Guilt and Fear
Guilt and fear all over the place. Guilt because I have too much to do and I am basically getting everyone mad at me: Teammates at school, prof who I am a TA for, other clubs that I am supposed to be leading or at least meaningfully participating in, and part time job. The fact that I have been sleeping so much has resulted in my missing commitments.
This morning I wasn't productive at all either. The whole morning is just... I don't even know what I did. Same for the two hrs between lunch and class when I was supposed to be studying.
Fear because of my midterm tomorrow and I am scared to death that something bad is going to happen. Of course I have been here before so I know not to let it take over but dammit I thought the meds were working but I found a way around them. Severe desire to drink right now, even though I have a major midterm tomorrow.
Oh well. Time to study now, hope the seroquel doesn't screw with my recall.
update 21:29 - fear grew into mild panic. Had a few seconds where I didn't even recognize where I was (in my own apartment). I feel like I need to run away but nowhere seems to feel safe so trying to keep busy just to keep my mind off my mind.

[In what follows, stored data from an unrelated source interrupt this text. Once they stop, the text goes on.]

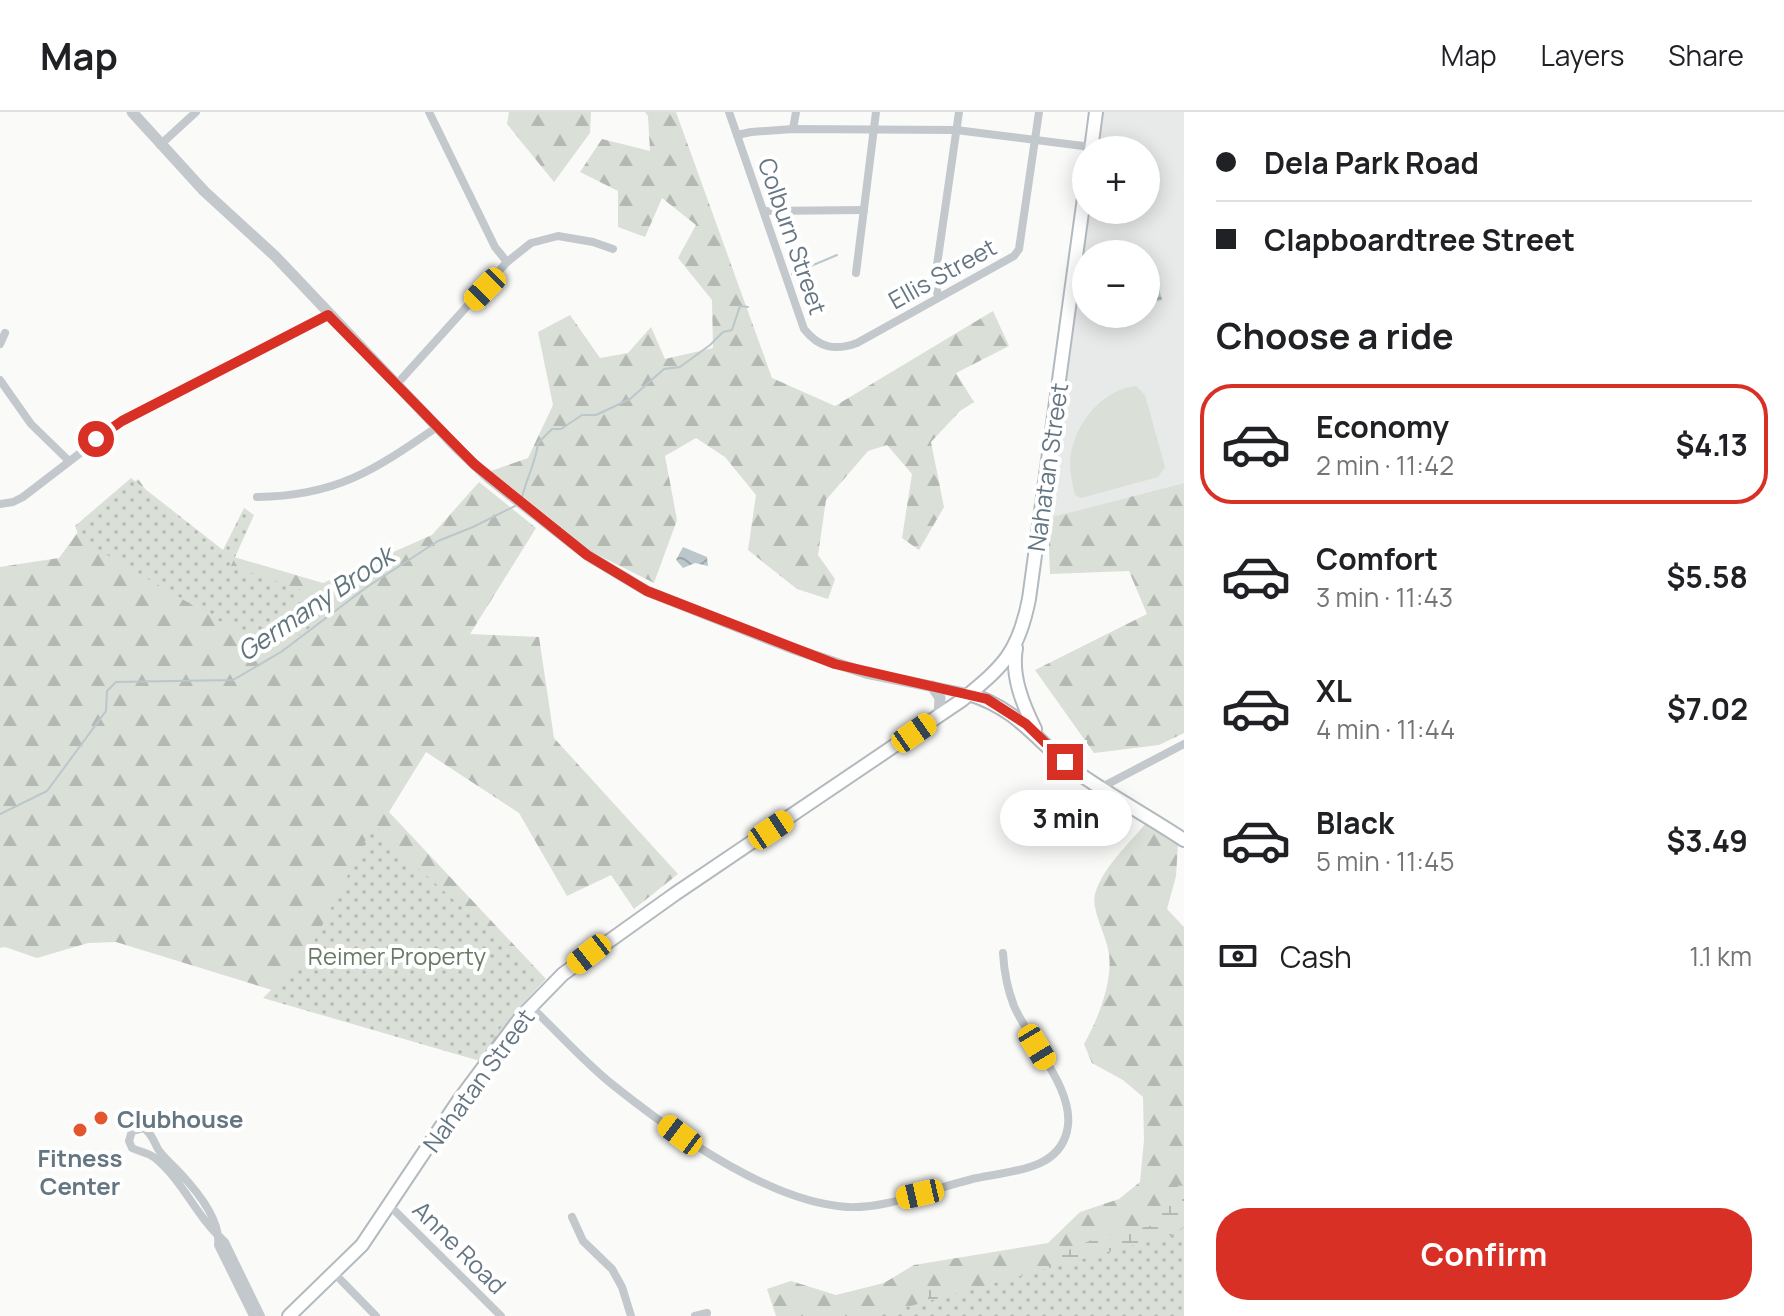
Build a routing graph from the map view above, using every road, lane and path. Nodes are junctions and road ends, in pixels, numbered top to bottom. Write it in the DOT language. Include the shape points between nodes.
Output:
graph roads {
  1 [pos="132,112"];
  2 [pos="196,112"];
  3 [pos="429,112"];
  4 [pos="729,112"];
  5 [pos="796,112"];
  6 [pos="876,112"];
  7 [pos="959,112"];
  8 [pos="1039,112"];
  9 [pos="1096,112"];
  10 [pos="793,129"];
  11 [pos="875,130"];
  12 [pos="956,130"];
  13 [pos="737,135"];
  14 [pos="1093,136"];
  15 [pos="1036,140"];
  16 [pos="160,145"];
  17 [pos="1072,146"];
  18 [pos="864,210"];
  19 [pos="764,211"];
  20 [pos="1080,224"];
  21 [pos="613,249"];
  22 [pos="507,262"];
  23 [pos="856,273"];
  24 [pos="938,297"];
  25 [pos="328,315"];
  26 [pos="5,333"];
  27 [pos="0,344"];
  28 [pos="844,348"];
  29 [pos="0,380"];
  30 [pos="396,385"];
  31 [pos="437,427"];
  32 [pos="69,461"];
  33 [pos="257,497"];
  34 [pos="0,504"];
  35 [pos="1017,641"];
  36 [pos="932,686"];
  37 [pos="969,694"];
  38 [pos="939,715"];
  39 [pos="1039,736"];
  40 [pos="1184,744"];
  41 [pos="1102,787"];
  42 [pos="1184,840"];
  43 [pos="1003,953"];
  44 [pos="530,1006"];
  45 [pos="390,1206"];
  46 [pos="572,1217"];
  47 [pos="219,1237"];
  48 [pos="334,1273"];
  49 [pos="707,1313"];
  50 [pos="253,1316"];
  51 [pos="261,1316"];
  52 [pos="289,1316"];
  53 [pos="376,1316"];
  54 [pos="501,1316"];
  55 [pos="631,1316"];
  56 [pos="695,1316"];
  1 -- 16 [label="street"];
  2 -- 16 [label="street"];
  3 -- 22 [label="street"];
  4 -- 13 [label="street, Colburn Street"];
  5 -- 10 [label="street"];
  6 -- 11 [label="street"];
  7 -- 12 [label="street"];
  8 -- 15 [label="street, Ellis Street"];
  9 -- 14 [label="main road"];
  10 -- 11 [label="street"];
  10 -- 13 [label="street"];
  11 -- 12 [label="street"];
  11 -- 18 [label="street"];
  12 -- 15 [label="street"];
  12 -- 24 [label="street" via="935,279"];
  13 -- 19 [label="street, Colburn Street"];
  15 -- 17 [label="street"];
  15 -- 24 [label="street, Ellis Street" via="1019,249"];
  16 -- 25 [label="street"];
  18 -- 19 [label="street"];
  18 -- 23 [label="street"];
  19 -- 28 [label="street, Colburn Street" via="804,329 820,344"];
  20 -- 35 [label="main road, Nahatan Street" via="1029,599"];
  21 -- 22 [label="street" via="549,237 531,243"];
  22 -- 30 [label="street"];
  24 -- 28 [label="street, Ellis Street"];
  25 -- 30 [label="street"];
  25 -- 32 [label="street" via="122,421"];
  26 -- 27 [label="street"];
  29 -- 32 [label="street" via="31,424"];
  30 -- 31 [label="street"];
  31 -- 33 [label="street" via="347,483 306,495"];
  31 -- 36 [label="street" via="548,526 647,591 835,664"];
  32 -- 34 [label="street" via="23,497"];
  35 -- 37 [label="main road, Nahatan Street" via="994,675"];
  35 -- 39 [label="main road" via="1014,665 1021,697"];
  36 -- 37 [label="street"];
  36 -- 38 [label="street" via="940,698"];
  37 -- 38 [label="main road, Nahatan Street"];
  37 -- 39 [label="main road" via="1009,712"];
  38 -- 44 [label="main road, Nahatan Street" via="589,954"];
  39 -- 41 [label="main road" via="1074,770"];
  40 -- 41 [label="street"];
  41 -- 42 [label="main road"];
  43 -- 44 [label="street" via="1015,1008 1065,1101 1069,1123 1062,1144 1047,1160 1025,1168 871,1205 847,1207 771,1187 680,1135 612,1084"];
  44 -- 45 [label="main road, Nahatan Street" via="459,1100"];
  45 -- 48 [label="main road, Nahatan Street"];
  45 -- 54 [label="street, Anne Road"];
  46 -- 55 [label="street" via="583,1241 612,1269"];
  47 -- 47 [label="street" via="200,1198 155,1141 144,1128 132,1131 130,1145 153,1156 174,1176"];
  47 -- 50 [label="street" via="218,1245"];
  47 -- 51 [label="street"];
  48 -- 52 [label="main road, Nahatan Street"];
  48 -- 53 [label="street"];
  49 -- 56 [label="street"];
}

Heart still pounding in throat. I suspect I went too long without taking the regular dose of seroquel and the med wore off, leaving me back where I was before. Actually I know this is where I was before. The repetitive thoughts, heart pounding, feeling like I've been crying all day even though I haven't were all part of the issues that got me to seek help in the first place. That and not being able to stay on task for 6 minutes at a time. Well damn this is weird to have the symptoms come right back if I just go 27 hrs without a pill.
I have some more compassion for my self destructive side now. Who wouldn't want to escape this mental environment that I have created for myself?